[Opening TASK INPUT section]
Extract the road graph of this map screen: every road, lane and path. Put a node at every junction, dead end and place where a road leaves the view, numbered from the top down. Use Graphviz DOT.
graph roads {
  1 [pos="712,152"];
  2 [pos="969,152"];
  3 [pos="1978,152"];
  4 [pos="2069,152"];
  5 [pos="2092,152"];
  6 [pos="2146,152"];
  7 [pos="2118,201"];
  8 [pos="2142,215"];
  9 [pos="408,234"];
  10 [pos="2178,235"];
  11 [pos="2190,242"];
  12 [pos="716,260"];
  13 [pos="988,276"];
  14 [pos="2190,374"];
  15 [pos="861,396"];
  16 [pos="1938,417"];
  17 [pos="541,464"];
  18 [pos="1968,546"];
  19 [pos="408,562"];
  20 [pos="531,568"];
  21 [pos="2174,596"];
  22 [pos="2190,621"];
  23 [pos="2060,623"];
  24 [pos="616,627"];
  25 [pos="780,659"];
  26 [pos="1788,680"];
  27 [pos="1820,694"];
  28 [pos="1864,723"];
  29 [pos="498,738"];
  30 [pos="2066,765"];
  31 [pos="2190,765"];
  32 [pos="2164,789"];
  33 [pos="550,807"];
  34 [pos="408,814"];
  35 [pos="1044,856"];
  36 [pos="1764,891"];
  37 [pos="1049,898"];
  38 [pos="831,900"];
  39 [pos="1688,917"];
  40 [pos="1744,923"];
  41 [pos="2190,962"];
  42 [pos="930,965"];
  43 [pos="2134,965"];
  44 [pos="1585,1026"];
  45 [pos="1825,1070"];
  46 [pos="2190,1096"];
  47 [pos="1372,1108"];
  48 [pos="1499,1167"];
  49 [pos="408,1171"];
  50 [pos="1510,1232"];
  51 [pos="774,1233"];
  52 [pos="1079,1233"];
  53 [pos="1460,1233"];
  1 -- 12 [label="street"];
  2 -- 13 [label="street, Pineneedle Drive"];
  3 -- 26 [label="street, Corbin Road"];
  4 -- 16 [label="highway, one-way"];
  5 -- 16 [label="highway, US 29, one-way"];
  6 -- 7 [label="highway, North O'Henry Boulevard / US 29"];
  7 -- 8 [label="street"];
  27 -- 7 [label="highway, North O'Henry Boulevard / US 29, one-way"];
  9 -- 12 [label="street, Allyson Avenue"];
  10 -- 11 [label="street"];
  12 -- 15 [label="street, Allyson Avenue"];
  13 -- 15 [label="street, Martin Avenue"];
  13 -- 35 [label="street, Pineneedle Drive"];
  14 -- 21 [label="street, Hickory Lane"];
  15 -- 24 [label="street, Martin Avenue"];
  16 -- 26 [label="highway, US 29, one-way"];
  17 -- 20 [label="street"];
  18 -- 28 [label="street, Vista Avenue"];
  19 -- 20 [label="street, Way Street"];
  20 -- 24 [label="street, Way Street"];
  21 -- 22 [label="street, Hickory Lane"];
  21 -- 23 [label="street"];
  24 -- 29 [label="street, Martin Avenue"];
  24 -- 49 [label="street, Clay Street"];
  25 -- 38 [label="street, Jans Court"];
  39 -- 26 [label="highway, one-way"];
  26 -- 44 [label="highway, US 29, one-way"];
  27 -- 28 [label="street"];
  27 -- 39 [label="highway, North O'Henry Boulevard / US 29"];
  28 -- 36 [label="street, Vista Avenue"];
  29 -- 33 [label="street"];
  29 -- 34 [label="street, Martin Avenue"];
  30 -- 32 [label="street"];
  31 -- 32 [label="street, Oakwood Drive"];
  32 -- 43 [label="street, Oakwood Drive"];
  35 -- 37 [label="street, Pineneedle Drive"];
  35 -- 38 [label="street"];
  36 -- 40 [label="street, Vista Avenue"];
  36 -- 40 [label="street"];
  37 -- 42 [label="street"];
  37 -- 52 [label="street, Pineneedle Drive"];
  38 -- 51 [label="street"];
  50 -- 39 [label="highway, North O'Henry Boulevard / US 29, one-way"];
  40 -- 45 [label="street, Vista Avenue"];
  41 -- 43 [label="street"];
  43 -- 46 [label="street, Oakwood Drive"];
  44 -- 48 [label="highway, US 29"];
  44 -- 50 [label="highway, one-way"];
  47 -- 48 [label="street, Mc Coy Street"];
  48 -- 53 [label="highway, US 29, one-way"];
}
[Closing TASK INPUT section]
## PROBLEM DESCRIPTION
Restate each line of the records above without any deviation.

## ANSWER TO THIS TASK
Extract the road graph of this map screen: every road, lane and path. Put a node at every junction, dead end and place where a road leaves the view, numbered from the top down. Use Graphviz DOT.
graph roads {
  1 [pos="712,152"];
  2 [pos="969,152"];
  3 [pos="1978,152"];
  4 [pos="2069,152"];
  5 [pos="2092,152"];
  6 [pos="2146,152"];
  7 [pos="2118,201"];
  8 [pos="2142,215"];
  9 [pos="408,234"];
  10 [pos="2178,235"];
  11 [pos="2190,242"];
  12 [pos="716,260"];
  13 [pos="988,276"];
  14 [pos="2190,374"];
  15 [pos="861,396"];
  16 [pos="1938,417"];
  17 [pos="541,464"];
  18 [pos="1968,546"];
  19 [pos="408,562"];
  20 [pos="531,568"];
  21 [pos="2174,596"];
  22 [pos="2190,621"];
  23 [pos="2060,623"];
  24 [pos="616,627"];
  25 [pos="780,659"];
  26 [pos="1788,680"];
  27 [pos="1820,694"];
  28 [pos="1864,723"];
  29 [pos="498,738"];
  30 [pos="2066,765"];
  31 [pos="2190,765"];
  32 [pos="2164,789"];
  33 [pos="550,807"];
  34 [pos="408,814"];
  35 [pos="1044,856"];
  36 [pos="1764,891"];
  37 [pos="1049,898"];
  38 [pos="831,900"];
  39 [pos="1688,917"];
  40 [pos="1744,923"];
  41 [pos="2190,962"];
  42 [pos="930,965"];
  43 [pos="2134,965"];
  44 [pos="1585,1026"];
  45 [pos="1825,1070"];
  46 [pos="2190,1096"];
  47 [pos="1372,1108"];
  48 [pos="1499,1167"];
  49 [pos="408,1171"];
  50 [pos="1510,1232"];
  51 [pos="774,1233"];
  52 [pos="1079,1233"];
  53 [pos="1460,1233"];
  1 -- 12 [label="street"];
  2 -- 13 [label="street, Pineneedle Drive"];
  3 -- 26 [label="street, Corbin Road"];
  4 -- 16 [label="highway, one-way"];
  5 -- 16 [label="highway, US 29, one-way"];
  6 -- 7 [label="highway, North O'Henry Boulevard / US 29"];
  7 -- 8 [label="street"];
  27 -- 7 [label="highway, North O'Henry Boulevard / US 29, one-way"];
  9 -- 12 [label="street, Allyson Avenue"];
  10 -- 11 [label="street"];
  12 -- 15 [label="street, Allyson Avenue"];
  13 -- 15 [label="street, Martin Avenue"];
  13 -- 35 [label="street, Pineneedle Drive"];
  14 -- 21 [label="street, Hickory Lane"];
  15 -- 24 [label="street, Martin Avenue"];
  16 -- 26 [label="highway, US 29, one-way"];
  17 -- 20 [label="street"];
  18 -- 28 [label="street, Vista Avenue"];
  19 -- 20 [label="street, Way Street"];
  20 -- 24 [label="street, Way Street"];
  21 -- 22 [label="street, Hickory Lane"];
  21 -- 23 [label="street"];
  24 -- 29 [label="street, Martin Avenue"];
  24 -- 49 [label="street, Clay Street"];
  25 -- 38 [label="street, Jans Court"];
  39 -- 26 [label="highway, one-way"];
  26 -- 44 [label="highway, US 29, one-way"];
  27 -- 28 [label="street"];
  27 -- 39 [label="highway, North O'Henry Boulevard / US 29"];
  28 -- 36 [label="street, Vista Avenue"];
  29 -- 33 [label="street"];
  29 -- 34 [label="street, Martin Avenue"];
  30 -- 32 [label="street"];
  31 -- 32 [label="street, Oakwood Drive"];
  32 -- 43 [label="street, Oakwood Drive"];
  35 -- 37 [label="street, Pineneedle Drive"];
  35 -- 38 [label="street"];
  36 -- 40 [label="street, Vista Avenue"];
  36 -- 40 [label="street"];
  37 -- 42 [label="street"];
  37 -- 52 [label="street, Pineneedle Drive"];
  38 -- 51 [label="street"];
  50 -- 39 [label="highway, North O'Henry Boulevard / US 29, one-way"];
  40 -- 45 [label="street, Vista Avenue"];
  41 -- 43 [label="street"];
  43 -- 46 [label="street, Oakwood Drive"];
  44 -- 48 [label="highway, US 29"];
  44 -- 50 [label="highway, one-way"];
  47 -- 48 [label="street, Mc Coy Street"];
  48 -- 53 [label="highway, US 29, one-way"];
}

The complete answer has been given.